Agé de 46 ans, surnommé « l’enfant terrible de l’opposition radicale » au cours de la première moitié des années 90, Joseph Olenghankoy Mukundji n’a plus fait parler de lui depuis son éviction du gouvernement en 2005. L’homme assure avoir mis à profit ce temps « pour se réorganiser ». Cette interview a été enregistrée à la fin du mois de mai. Suite à des problèmes techniques, elle n’a pas été publiée plutôt. Dans l’entretien avec Congo Indépendant, le président des Fonus analyse la situation politique et sociale en RD Congo et les perspectives d’avenir. Notons que dans des interviews accordées à plusieurs médias, Olenghankoy a accusé les autorités congolaises d’avoir une « large part de responsabilité » dans la mort de Floribert Chebeya.
« Si Kabila rempilait pour un nouveau bail de cinq ans, on va assister à la disparition totale de l’Etat congolais »
Que faites-vous à Bruxelles?
Je reviens d’un voyage aux Etats-Unis. Je me suis arrêté à Bruxelles pour prendre quelques contacts.
Quel était le but de votre voyage aux Etats-Unis d’Amérique?
(Rires). Je suis un homme politique. A ce titre, je dois de manière permanente « réchauffer » mes relations avec des partenaires politiques.
Pourquoi avez-vous gardé un si long silence depuis votre départ du gouvernement en 2005?
La raison est simple. J’ai réalisé que nous avons mené un combat politique durant une vingtaine d’années sans atteindre nos objectifs. Nous avons passé le temps « à crier ». A tempêter. Sans résultat concret. J’ai mis à profit ce « long silence » pour procéder à une remise en question personnelle en me posant une question: Pourquoi mes « coups de gueule » et ceux de mes amis politiques ne nous ont-ils pas permis d’atteindre nos buts? Je me suis rendu compte que la population ne prend nullement plaisir quand nous passons le temps à crier. Ce qui intéresse la population c’est le résultat.
Vous avez pourtant atteint votre objectif dans la mesure où il y a eu changement de régime avec la chute du président Mobutu Sese Seko…
Je suis davantage vexé quand vous dites cela. Notre pays continue à vivre tous les aspects négatifs du « mobutisme sans Mobutu ». Sauf que sous Mobutu, il y avait un Etat et une identité citoyenne. C’est dans le domaine économique et des droits humains que Mobutu a failli.
Dans une interview accordée à la RTNC au lendemain de la prise du pouvoir par l’AFDL en mai 1997, vous avez déclaré que l’opposition intérieure avait fait le « gros du travail » en affaiblissant le pouvoir comme pour dire que les « libérateurs » n’ont fait que cueillir un fruit qui était déjà mûr. Vouliez-vous dire que l’AFDL a « volé » la vedette à l’ex-opposition radicale?

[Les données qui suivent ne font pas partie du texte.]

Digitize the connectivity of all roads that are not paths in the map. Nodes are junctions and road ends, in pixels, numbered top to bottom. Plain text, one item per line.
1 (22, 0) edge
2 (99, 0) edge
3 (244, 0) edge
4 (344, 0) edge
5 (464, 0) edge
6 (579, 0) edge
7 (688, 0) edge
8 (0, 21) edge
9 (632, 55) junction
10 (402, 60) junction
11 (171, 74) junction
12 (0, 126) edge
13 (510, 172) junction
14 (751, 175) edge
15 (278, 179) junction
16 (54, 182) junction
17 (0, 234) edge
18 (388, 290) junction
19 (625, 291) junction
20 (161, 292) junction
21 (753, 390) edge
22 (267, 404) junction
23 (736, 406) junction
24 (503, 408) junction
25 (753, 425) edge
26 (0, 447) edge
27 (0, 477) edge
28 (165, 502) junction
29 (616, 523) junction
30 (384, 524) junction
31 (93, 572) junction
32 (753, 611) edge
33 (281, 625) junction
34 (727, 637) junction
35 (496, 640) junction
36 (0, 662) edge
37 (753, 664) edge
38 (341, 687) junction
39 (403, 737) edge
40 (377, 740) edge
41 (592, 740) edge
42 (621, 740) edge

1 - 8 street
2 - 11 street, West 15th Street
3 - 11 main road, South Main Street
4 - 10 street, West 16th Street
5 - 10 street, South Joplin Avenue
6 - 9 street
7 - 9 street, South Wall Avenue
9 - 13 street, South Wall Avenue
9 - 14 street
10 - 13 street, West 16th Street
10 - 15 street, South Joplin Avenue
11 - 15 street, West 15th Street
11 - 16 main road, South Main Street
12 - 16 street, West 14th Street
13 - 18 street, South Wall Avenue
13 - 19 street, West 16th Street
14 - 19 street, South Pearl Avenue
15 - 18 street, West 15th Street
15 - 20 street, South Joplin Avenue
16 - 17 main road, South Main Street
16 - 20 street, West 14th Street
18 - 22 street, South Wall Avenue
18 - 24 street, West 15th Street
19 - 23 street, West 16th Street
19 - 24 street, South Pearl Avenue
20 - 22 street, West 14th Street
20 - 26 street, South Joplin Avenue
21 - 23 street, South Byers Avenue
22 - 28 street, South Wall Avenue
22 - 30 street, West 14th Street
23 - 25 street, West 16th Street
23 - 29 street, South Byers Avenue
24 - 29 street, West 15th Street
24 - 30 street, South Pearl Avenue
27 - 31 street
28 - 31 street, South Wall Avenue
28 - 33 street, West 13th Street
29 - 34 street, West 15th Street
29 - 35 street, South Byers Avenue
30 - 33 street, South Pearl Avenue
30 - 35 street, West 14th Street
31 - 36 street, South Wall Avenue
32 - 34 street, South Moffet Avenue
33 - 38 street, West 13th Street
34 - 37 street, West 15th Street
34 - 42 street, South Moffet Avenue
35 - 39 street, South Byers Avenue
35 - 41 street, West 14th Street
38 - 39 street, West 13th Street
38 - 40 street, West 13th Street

Je ne vois plus les choses sous cet angle. J’estime que toutes ces considérations doivent faire l’objet d’un inventaire qu’il importe de dresser. Il s’agit de trouver la réponse à notre incapacité à atteindre nos objectifs en dépit du soutien qui nous a été accordé par des millions d’hommes et des femmes tant à l’intérieur qu’à l’extérieur du pays.
Voulez-vous dire que des erreurs ont été commises?
Enormément!
Quelles sont ces erreurs?
Je peux vous dire en ce qui me concerne que je me suis livré à une sorte d’introspection. Et je me suis rendu compte que nous avons emprunté le chemin opposé à celui de la conquête du pouvoir. Nous avons cru à tort que le populisme était la voie indiquée. En réalité, nous n’avions pas des structures de conquête du pouvoir.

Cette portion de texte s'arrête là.